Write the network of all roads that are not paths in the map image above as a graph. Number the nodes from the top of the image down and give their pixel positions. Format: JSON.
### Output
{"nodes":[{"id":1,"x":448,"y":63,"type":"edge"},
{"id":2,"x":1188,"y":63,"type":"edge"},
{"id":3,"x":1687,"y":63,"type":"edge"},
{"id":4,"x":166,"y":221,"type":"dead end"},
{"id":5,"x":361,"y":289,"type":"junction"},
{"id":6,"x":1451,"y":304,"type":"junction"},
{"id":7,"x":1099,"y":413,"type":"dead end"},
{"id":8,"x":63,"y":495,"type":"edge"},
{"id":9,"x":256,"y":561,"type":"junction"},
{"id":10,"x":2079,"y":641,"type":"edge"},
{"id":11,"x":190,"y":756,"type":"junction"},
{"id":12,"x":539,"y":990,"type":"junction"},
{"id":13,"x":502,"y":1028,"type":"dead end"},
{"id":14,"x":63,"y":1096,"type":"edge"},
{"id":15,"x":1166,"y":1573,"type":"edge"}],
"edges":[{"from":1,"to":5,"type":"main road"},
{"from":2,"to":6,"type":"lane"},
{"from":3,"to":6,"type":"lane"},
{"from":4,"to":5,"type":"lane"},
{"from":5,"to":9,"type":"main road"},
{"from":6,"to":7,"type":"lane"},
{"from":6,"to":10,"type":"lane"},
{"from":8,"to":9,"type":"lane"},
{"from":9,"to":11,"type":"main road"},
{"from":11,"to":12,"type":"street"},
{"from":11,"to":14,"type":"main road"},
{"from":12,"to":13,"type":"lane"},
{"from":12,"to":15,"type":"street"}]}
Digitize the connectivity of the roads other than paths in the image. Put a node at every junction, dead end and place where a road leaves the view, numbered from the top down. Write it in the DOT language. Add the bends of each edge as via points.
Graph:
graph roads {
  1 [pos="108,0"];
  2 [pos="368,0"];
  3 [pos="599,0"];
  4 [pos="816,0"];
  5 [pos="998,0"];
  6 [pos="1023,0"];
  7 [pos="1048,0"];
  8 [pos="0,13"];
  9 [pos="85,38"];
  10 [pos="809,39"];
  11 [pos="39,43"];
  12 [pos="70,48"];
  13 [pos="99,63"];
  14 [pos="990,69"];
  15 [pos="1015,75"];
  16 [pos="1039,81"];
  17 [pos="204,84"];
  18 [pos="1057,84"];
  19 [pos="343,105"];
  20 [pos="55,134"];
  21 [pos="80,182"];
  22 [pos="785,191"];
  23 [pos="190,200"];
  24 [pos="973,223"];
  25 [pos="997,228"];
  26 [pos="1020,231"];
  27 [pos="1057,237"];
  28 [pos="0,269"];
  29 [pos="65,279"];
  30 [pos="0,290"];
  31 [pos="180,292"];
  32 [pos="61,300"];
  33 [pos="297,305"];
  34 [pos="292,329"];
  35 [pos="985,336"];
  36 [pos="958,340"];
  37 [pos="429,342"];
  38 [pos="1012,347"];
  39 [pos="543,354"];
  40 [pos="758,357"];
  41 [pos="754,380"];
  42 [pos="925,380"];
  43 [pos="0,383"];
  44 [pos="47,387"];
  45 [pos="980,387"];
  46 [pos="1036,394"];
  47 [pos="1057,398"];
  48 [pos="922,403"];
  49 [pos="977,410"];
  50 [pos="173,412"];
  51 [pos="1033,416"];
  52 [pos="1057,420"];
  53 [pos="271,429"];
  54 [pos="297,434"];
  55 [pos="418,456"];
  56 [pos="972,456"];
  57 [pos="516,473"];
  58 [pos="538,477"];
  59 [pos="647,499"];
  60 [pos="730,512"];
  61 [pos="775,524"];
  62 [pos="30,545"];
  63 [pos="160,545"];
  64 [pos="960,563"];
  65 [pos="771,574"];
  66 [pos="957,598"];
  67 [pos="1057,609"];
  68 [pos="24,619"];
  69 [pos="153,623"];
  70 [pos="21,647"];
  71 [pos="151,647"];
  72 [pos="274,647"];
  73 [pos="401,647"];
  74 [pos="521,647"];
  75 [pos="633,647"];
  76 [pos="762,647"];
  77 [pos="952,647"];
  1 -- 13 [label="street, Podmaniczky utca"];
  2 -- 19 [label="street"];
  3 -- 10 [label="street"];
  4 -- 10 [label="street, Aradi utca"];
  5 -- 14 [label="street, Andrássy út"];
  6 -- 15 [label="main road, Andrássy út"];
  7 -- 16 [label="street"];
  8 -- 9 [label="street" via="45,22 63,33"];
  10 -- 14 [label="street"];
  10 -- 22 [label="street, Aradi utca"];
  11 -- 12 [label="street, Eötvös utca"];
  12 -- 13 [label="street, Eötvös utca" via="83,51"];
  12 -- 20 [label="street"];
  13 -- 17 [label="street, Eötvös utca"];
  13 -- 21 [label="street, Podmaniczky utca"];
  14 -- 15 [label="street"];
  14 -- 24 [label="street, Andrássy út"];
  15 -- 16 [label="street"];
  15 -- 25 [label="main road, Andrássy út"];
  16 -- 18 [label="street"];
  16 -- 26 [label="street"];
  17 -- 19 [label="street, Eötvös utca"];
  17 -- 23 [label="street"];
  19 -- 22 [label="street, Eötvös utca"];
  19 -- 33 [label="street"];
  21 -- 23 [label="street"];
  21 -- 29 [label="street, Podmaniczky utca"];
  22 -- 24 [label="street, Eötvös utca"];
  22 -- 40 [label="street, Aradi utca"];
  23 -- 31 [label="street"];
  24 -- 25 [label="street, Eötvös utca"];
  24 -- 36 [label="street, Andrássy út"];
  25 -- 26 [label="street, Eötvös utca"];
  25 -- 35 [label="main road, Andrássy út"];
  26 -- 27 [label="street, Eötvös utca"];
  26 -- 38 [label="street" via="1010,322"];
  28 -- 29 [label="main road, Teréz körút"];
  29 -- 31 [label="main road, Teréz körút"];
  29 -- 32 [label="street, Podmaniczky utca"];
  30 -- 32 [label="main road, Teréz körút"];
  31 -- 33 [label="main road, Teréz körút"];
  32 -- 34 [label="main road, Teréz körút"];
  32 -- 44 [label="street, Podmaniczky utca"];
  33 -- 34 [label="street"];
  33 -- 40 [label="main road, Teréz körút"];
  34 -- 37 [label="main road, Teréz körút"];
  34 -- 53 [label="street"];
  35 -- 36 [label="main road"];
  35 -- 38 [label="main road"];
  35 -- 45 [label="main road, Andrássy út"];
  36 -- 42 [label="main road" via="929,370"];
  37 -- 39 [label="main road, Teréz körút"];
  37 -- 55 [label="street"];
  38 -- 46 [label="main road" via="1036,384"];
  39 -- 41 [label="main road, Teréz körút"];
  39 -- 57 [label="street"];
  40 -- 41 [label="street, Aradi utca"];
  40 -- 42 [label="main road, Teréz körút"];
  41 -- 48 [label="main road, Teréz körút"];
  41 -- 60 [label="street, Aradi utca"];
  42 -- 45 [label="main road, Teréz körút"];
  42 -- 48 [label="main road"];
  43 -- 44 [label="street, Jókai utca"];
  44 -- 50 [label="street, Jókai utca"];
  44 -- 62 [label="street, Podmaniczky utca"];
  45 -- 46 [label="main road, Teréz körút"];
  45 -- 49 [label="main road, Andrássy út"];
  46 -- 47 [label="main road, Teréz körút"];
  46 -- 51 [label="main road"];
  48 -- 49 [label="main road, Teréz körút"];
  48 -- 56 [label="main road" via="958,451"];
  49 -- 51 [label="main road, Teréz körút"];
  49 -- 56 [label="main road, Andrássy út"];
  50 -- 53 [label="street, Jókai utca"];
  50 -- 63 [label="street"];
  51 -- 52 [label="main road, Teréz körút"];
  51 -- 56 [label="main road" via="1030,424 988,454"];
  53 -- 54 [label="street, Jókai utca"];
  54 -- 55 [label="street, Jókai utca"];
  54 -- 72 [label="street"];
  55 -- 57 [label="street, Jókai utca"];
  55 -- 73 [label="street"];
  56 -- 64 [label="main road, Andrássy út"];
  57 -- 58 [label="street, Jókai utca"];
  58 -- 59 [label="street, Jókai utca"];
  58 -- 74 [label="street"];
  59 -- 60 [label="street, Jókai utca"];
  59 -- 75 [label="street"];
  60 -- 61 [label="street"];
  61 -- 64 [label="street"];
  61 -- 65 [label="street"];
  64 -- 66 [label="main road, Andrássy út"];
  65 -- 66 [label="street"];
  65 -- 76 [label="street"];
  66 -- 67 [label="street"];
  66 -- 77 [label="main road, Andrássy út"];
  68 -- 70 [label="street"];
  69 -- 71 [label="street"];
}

━━━━━━

- [Required work]
Could you tally how many lines of the material above include the word "paths" and reply with only that count?

- [Exercise result]
2